In 1995, BRB Internacional released three direct-to-video Willy Fog films – Around the World in 80 Days, Journey to the Center of the Earth and 20,000 Leagues Under the Sea – each one created by heavily editing both series from roughly 650 minutes each down to a truncated 75 minutes apiece. All three films were dubbed by Village Productions, who had previously dubbed the second series for the United Kingdom, and later reached the United States on DVD. Notably, the Village Productions dub for the first film was able to secure use of Intersound's English-language version of the theme tune.

In 2004, Revelation Films released all twenty-six episodes of Around the World with Willy Fog on DVD in the UK, across five Region-0-encoded discs. Extras included character profiles, a Jules Verne biography, and bonus episodes of Arthur! and the Square Knights of the Round Table and Dogtanian and the Three Muskehounds. In 2005, all five discs were collected in a complete series box set.

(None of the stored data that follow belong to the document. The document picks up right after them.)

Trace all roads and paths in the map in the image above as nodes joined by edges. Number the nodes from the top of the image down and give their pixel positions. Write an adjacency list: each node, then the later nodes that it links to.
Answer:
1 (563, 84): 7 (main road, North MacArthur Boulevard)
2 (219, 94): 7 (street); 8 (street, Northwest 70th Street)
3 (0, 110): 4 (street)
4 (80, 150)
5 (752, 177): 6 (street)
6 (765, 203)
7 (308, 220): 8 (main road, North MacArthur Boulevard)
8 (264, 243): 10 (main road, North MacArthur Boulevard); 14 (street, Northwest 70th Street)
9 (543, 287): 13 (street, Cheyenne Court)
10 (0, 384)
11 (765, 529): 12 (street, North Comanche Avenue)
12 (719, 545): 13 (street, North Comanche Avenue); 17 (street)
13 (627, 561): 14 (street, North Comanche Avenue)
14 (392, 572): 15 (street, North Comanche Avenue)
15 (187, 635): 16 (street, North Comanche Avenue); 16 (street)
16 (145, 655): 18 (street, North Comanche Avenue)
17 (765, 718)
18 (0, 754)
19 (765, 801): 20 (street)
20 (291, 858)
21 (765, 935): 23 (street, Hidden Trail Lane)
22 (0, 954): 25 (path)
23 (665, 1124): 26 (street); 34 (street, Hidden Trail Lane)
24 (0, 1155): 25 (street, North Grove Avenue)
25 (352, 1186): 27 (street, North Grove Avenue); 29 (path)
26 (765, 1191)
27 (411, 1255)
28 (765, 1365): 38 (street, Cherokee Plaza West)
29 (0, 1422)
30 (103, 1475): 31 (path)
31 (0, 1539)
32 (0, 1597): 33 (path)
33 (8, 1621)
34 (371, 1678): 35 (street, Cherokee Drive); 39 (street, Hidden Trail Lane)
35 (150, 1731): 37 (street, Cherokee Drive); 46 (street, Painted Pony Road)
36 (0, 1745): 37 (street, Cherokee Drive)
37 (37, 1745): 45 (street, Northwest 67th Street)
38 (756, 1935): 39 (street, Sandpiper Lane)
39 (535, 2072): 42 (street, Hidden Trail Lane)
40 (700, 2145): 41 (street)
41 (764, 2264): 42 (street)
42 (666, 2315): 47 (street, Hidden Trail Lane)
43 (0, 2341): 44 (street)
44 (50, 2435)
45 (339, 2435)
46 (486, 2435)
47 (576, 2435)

Around 2016, the English dub of all episodes of the series was uploaded to BRB Internacional's official YouTube channel.

===Around the World with Willy Fog: The Musical===

La vuelta al mundo de Willy Fog: El Musical poster

La vuelta al mundo de Willy Fog: El Musical was released in 2008 in celebration of the show's 25th anniversary in its home country of Spain. With the original cartoon soundtrack by the De Angelises, the theatrical performance featured live actors Jaume Ortonobas (Fog), Laura Toledo (Romy) and José Troncoso (Rigodon) in make-up and masks to replicate the anthropomorphic characters of the cartoon. Tico is represented as a puppet manipulated by Celia Vioque. Scripted by original series creator Claudio Biern Boyd and directed by Ricard Reguant, the musical ran twice a day in the Teatro Häagen-Dazs Calderón in Madrid from October 2008; although originally intended only to run until the end of the year, the show's success saw its run extended first until early February 2009, after which it proved so successful that it went on tour around the country until the end of the year.

===Feature film===
In November 2020, it was reported that a film based on the series was in development by Apolo Films and was slated for release in 2023. The film will be 3D computer-animated. As of 2025, no further information on the project has surfaced.